Buying Secret #8: Avoid a border dispute: it's absolutely essential to get a survey done on your property so you know exactly what you're buying. Knowing precisely where your property lines are may save you from a potential dispute with your neighbours. Also, your property tax is likely based on how much property you have, so it is best to have an accurate map drawn up.
Buying Secret #7:Don't try to time the market: don't obsess with trying to time the market and figure out when is the best time to buy. Trying to anticipate the housing market is impossible. The best time to buy is when you find your perfect house and you can afford it. Real estate is cyclical, it goes down and it goes back up again. So if you try to wait for the perfect time, you're probably going to miss out.

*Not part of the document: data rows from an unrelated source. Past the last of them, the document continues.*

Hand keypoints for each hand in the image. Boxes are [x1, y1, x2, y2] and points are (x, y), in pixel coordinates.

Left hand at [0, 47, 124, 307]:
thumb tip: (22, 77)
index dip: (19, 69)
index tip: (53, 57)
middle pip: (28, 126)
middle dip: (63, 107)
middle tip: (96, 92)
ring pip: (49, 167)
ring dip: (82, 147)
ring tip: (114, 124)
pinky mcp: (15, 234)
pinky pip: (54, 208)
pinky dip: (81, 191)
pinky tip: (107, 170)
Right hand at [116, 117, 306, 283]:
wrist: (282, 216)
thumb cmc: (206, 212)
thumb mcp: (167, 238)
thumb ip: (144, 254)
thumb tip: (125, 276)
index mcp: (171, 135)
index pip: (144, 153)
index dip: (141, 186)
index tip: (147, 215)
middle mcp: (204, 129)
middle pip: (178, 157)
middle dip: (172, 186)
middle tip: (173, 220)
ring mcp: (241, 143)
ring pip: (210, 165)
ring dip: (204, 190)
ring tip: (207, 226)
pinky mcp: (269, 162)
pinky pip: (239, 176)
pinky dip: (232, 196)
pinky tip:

Buying Secret #6: Bigger isn't always better: everyone's drawn to the biggest, most beautiful house on the block. But bigger is usually not better when it comes to houses. There's an old adage in real estate that says don't buy the biggest, best house on the block. The largest house only appeals to a very small audience and you never want to limit potential buyers when you go to re-sell. Your home is only going to go up in value as much as the other houses around you. If you pay $1.3 million for a home and your neighbour pays $850.000 to $950.000, your appreciation is going to be limited. Sometimes it is best to buy the worst house on the block, because the worst house per square foot always trades for more than the biggest house.
Buying Secret #5: Avoid sleeper costs: the difference between renting and home ownership is the sleeper costs. Most people just focus on their mortgage payment, but they also need to be aware of the other expenses such as property taxes, utilities and other dues. New homeowners also need to be prepared to pay for repairs, maintenance and potential property-tax increases. Make sure you budget for sleeper costs so you’ll be covered and won’t risk losing your house.
Buyer Secret #4: You’re buying a house—not dating it: buying a house based on emotions is just going to break your heart. If you fall in love with something, you might end up making some pretty bad financial decisions. There’s a big difference between your emotions and your instincts. Going with your instincts means that you recognize that you’re getting a great house for a good value. Going with your emotions is being obsessed with the paint colour or the backyard. It’s an investment, so stay calm and be wise.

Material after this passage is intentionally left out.